START Data section

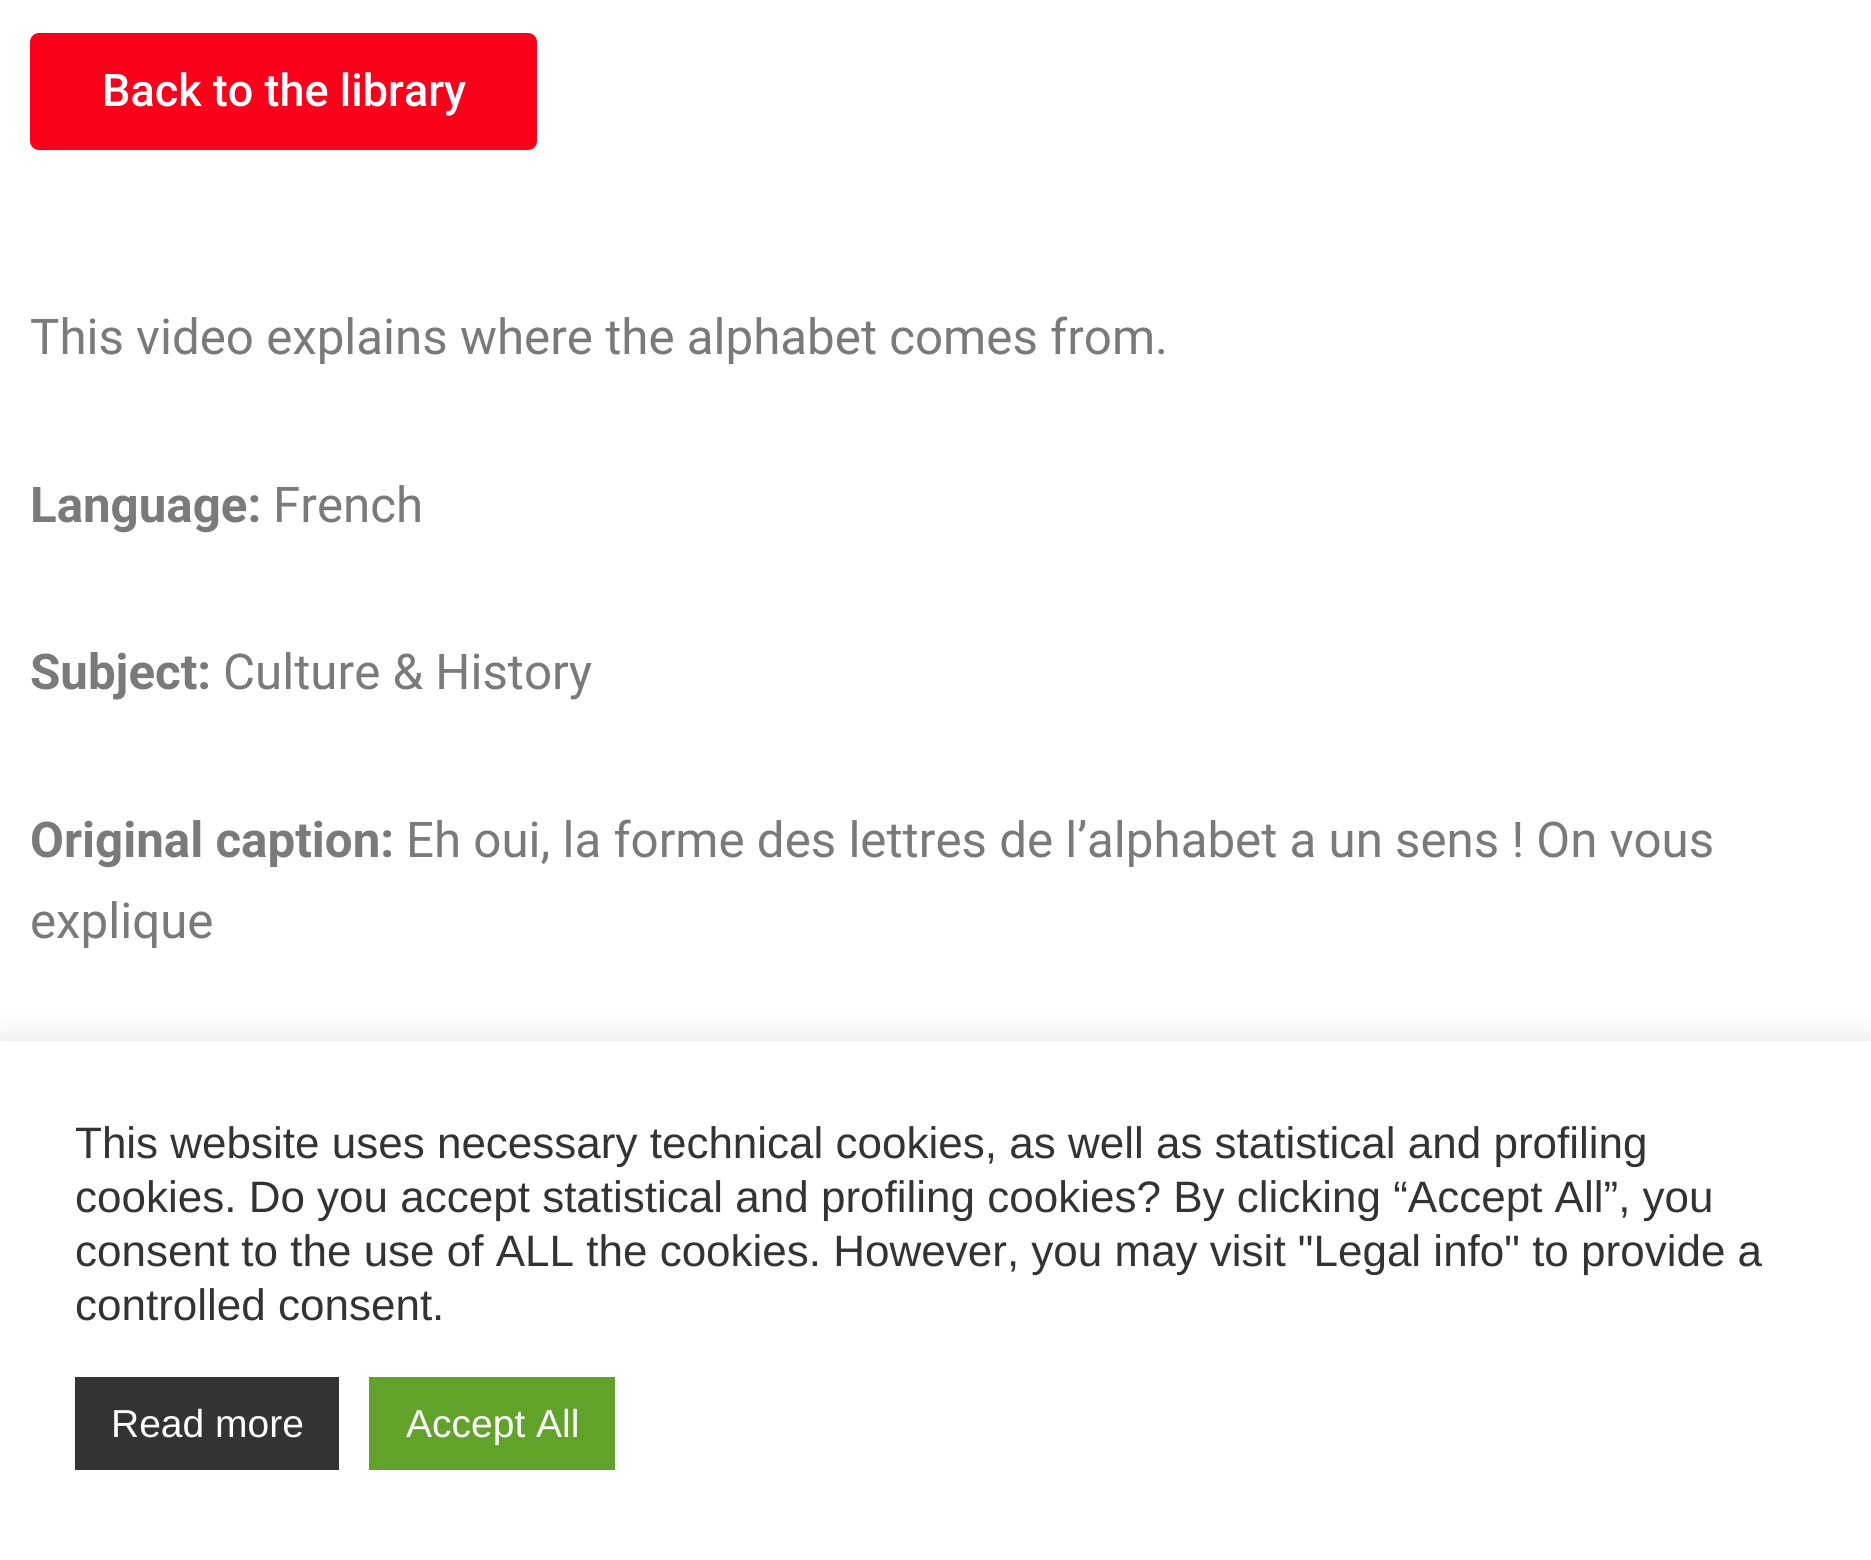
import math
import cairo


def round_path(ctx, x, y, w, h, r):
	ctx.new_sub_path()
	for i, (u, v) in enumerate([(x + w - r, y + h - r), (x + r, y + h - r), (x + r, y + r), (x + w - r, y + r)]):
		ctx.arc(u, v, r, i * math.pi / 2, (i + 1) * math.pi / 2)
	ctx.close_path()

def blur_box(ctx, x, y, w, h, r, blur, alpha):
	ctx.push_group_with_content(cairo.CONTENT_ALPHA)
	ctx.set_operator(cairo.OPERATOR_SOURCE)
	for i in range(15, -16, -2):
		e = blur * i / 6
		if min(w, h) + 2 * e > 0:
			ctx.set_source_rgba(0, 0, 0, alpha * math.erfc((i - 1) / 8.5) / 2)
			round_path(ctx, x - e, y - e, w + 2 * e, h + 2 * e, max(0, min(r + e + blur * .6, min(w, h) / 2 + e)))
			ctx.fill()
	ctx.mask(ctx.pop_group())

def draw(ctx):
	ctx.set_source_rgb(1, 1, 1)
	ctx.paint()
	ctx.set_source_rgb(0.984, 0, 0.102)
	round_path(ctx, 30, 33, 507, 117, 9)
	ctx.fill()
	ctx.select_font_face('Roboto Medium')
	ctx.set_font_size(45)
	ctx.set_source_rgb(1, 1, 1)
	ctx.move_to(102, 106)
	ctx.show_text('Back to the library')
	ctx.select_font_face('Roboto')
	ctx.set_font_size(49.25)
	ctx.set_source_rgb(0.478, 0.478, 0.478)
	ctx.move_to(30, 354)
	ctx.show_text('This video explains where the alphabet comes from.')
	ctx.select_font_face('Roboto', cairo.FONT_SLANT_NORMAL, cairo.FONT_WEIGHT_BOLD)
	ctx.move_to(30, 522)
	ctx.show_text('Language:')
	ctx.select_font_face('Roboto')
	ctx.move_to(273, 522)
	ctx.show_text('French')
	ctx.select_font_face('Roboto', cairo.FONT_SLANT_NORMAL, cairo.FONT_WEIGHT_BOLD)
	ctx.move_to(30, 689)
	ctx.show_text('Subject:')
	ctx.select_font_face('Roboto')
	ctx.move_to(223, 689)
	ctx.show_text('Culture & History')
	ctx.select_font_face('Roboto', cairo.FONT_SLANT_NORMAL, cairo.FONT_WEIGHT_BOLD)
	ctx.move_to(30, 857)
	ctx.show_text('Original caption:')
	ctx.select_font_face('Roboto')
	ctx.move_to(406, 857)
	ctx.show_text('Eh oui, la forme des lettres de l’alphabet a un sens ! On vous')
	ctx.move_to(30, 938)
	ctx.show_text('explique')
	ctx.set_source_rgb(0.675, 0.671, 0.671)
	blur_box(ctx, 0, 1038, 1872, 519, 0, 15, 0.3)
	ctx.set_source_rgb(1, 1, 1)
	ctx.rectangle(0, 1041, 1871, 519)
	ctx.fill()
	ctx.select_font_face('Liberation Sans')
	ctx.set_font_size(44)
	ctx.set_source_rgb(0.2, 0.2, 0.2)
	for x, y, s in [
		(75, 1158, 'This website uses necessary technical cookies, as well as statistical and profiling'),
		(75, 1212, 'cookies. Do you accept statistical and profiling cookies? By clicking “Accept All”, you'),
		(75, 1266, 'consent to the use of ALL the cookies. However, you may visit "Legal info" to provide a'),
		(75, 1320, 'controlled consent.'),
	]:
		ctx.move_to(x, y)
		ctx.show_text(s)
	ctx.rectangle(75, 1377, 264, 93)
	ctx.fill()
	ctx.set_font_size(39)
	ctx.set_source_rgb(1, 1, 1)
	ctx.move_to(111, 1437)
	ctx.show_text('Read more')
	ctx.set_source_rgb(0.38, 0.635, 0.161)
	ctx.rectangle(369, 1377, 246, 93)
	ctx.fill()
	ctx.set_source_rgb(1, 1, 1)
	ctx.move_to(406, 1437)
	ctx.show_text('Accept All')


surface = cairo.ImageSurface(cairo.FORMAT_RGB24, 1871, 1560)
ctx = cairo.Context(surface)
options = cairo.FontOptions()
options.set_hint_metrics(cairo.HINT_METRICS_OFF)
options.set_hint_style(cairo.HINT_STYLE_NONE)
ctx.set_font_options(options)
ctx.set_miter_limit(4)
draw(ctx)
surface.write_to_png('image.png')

END Data section
START Data section

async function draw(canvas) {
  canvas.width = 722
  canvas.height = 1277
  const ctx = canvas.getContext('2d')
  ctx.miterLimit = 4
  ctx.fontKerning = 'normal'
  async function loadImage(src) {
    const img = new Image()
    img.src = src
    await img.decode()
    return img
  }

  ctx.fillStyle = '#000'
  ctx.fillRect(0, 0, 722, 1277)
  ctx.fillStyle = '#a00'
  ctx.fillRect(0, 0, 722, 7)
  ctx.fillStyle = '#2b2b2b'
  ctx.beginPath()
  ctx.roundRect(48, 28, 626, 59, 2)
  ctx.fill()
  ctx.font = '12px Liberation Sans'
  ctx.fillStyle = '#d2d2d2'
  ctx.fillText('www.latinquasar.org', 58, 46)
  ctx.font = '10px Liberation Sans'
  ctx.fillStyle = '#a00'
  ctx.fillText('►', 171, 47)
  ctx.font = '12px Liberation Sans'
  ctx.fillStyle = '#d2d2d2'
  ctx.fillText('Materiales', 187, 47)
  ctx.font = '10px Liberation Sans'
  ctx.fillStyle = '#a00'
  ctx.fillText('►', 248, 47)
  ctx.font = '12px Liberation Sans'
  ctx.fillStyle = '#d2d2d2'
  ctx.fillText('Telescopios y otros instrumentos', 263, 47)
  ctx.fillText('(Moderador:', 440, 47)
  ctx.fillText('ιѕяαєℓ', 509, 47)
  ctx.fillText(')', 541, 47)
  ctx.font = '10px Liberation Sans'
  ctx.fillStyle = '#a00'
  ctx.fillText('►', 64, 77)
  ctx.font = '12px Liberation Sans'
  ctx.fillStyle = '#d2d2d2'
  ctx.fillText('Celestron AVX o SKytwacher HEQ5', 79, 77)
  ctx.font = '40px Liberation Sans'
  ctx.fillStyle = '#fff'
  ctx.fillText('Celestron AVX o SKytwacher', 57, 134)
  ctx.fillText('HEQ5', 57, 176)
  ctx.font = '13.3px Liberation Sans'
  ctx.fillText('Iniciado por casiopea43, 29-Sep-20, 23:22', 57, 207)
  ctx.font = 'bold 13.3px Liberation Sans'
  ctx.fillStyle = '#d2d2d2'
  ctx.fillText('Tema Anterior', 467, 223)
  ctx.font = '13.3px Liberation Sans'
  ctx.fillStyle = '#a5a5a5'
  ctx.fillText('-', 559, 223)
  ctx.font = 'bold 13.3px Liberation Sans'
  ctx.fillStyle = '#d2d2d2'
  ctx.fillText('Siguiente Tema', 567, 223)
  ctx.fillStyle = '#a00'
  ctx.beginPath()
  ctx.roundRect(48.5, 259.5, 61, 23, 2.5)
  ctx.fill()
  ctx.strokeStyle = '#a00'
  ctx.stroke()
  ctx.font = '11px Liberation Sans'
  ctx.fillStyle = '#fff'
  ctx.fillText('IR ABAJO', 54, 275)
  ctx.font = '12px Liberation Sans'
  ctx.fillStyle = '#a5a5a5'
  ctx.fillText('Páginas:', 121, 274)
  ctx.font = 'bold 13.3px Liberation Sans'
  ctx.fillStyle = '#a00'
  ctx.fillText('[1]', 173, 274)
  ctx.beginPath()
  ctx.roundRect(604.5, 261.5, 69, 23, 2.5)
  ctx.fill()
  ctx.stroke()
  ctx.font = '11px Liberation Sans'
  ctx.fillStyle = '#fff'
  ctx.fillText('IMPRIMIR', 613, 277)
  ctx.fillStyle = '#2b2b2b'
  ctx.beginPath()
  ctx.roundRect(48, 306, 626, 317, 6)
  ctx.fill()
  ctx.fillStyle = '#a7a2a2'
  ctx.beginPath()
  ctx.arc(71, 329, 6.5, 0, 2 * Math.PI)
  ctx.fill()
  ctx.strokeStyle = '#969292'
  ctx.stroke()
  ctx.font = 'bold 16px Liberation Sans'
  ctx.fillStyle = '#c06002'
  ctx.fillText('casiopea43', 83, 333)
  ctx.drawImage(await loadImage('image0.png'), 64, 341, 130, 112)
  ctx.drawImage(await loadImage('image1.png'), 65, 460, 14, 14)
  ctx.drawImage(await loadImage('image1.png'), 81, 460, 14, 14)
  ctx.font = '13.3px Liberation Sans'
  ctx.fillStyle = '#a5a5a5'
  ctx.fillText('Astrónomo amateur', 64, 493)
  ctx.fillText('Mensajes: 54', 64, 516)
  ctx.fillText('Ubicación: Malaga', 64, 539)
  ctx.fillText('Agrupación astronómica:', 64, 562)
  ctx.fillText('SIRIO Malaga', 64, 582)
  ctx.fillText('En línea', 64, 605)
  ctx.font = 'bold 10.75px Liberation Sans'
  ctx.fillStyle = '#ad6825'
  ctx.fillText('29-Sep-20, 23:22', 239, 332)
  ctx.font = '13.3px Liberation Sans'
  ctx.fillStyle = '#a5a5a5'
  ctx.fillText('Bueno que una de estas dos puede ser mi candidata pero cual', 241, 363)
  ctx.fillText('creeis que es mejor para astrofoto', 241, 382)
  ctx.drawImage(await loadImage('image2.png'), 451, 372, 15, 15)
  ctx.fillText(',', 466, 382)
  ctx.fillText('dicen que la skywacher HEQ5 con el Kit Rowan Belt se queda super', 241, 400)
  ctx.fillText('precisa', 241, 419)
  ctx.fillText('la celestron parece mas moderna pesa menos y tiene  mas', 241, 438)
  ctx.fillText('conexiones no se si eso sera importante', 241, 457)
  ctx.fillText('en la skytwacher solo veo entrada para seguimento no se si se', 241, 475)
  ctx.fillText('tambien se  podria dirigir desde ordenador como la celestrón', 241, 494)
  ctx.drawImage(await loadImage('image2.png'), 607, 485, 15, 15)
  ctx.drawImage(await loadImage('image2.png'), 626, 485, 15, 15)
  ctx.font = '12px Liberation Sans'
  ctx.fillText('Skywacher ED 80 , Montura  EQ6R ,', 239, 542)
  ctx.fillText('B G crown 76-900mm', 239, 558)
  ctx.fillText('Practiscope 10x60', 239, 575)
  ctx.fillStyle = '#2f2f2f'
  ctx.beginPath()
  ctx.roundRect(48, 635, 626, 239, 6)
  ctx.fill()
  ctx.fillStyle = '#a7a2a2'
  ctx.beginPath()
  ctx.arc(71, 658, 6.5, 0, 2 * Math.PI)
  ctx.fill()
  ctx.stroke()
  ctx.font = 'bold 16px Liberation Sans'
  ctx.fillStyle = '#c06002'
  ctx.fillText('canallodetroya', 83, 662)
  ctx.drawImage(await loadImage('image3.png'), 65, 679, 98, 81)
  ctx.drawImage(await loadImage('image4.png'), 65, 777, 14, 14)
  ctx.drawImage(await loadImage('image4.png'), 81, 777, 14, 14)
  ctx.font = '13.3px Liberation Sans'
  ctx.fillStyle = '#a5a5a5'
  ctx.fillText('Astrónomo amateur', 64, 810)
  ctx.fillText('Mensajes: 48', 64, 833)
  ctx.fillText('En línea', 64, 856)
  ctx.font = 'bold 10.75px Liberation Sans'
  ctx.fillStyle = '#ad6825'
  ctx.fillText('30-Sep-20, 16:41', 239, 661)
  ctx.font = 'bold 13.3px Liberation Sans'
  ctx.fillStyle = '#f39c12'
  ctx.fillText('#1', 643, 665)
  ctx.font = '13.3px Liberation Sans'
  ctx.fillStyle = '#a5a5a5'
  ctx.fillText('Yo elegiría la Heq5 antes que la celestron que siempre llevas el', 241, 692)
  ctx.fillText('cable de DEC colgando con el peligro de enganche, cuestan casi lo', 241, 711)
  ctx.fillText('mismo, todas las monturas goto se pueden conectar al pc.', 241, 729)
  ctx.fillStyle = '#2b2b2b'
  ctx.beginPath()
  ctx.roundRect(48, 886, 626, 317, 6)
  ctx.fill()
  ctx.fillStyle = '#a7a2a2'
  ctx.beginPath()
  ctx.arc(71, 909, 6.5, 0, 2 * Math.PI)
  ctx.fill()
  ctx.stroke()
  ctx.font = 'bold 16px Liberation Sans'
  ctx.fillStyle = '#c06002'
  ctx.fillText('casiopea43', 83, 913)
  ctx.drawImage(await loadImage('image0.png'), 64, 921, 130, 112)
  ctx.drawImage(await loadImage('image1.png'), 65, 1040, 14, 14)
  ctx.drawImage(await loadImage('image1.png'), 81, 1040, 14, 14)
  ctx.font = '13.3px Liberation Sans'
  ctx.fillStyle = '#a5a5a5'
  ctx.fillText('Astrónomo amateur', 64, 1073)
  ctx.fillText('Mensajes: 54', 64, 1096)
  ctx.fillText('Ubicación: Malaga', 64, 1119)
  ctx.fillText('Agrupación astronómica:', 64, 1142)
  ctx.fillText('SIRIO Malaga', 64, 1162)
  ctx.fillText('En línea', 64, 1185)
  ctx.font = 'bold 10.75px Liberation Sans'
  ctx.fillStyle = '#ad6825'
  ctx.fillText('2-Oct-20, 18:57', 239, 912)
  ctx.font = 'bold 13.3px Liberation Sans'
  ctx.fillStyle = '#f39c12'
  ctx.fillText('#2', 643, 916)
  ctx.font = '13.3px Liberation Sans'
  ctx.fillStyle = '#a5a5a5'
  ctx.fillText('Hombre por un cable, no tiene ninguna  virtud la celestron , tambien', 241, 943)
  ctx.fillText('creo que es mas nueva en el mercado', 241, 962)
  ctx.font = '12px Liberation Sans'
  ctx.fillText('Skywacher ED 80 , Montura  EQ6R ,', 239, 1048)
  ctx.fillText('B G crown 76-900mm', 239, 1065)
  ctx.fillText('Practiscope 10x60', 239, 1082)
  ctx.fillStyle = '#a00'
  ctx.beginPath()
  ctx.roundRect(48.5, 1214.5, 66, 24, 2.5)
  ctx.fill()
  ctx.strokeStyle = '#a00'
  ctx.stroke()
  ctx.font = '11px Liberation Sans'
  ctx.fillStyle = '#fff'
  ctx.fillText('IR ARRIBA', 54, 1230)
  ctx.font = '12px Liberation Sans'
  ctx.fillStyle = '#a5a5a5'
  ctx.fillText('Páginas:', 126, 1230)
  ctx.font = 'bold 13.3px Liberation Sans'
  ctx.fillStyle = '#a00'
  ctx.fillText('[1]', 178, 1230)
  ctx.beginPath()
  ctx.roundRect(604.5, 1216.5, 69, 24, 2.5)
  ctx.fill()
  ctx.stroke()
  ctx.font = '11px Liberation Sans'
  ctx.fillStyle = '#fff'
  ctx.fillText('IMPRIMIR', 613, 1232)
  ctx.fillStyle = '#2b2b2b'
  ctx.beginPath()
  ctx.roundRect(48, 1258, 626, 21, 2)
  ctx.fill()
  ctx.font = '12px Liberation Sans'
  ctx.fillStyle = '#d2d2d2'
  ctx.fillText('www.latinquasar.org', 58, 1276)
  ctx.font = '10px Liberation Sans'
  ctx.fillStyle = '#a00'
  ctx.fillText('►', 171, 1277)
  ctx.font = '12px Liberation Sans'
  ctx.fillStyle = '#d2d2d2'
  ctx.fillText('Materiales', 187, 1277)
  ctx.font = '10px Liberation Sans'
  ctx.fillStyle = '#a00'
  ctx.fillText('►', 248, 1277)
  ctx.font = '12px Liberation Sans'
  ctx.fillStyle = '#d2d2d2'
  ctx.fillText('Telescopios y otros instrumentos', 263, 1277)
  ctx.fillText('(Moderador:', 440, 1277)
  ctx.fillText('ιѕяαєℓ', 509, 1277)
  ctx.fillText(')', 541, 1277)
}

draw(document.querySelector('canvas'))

END Data section

* Exercise aim:
Return only the lines of the records in which the string "const" appears.

* Solution:
  const ctx = canvas.getContext('2d')
    const img = new Image()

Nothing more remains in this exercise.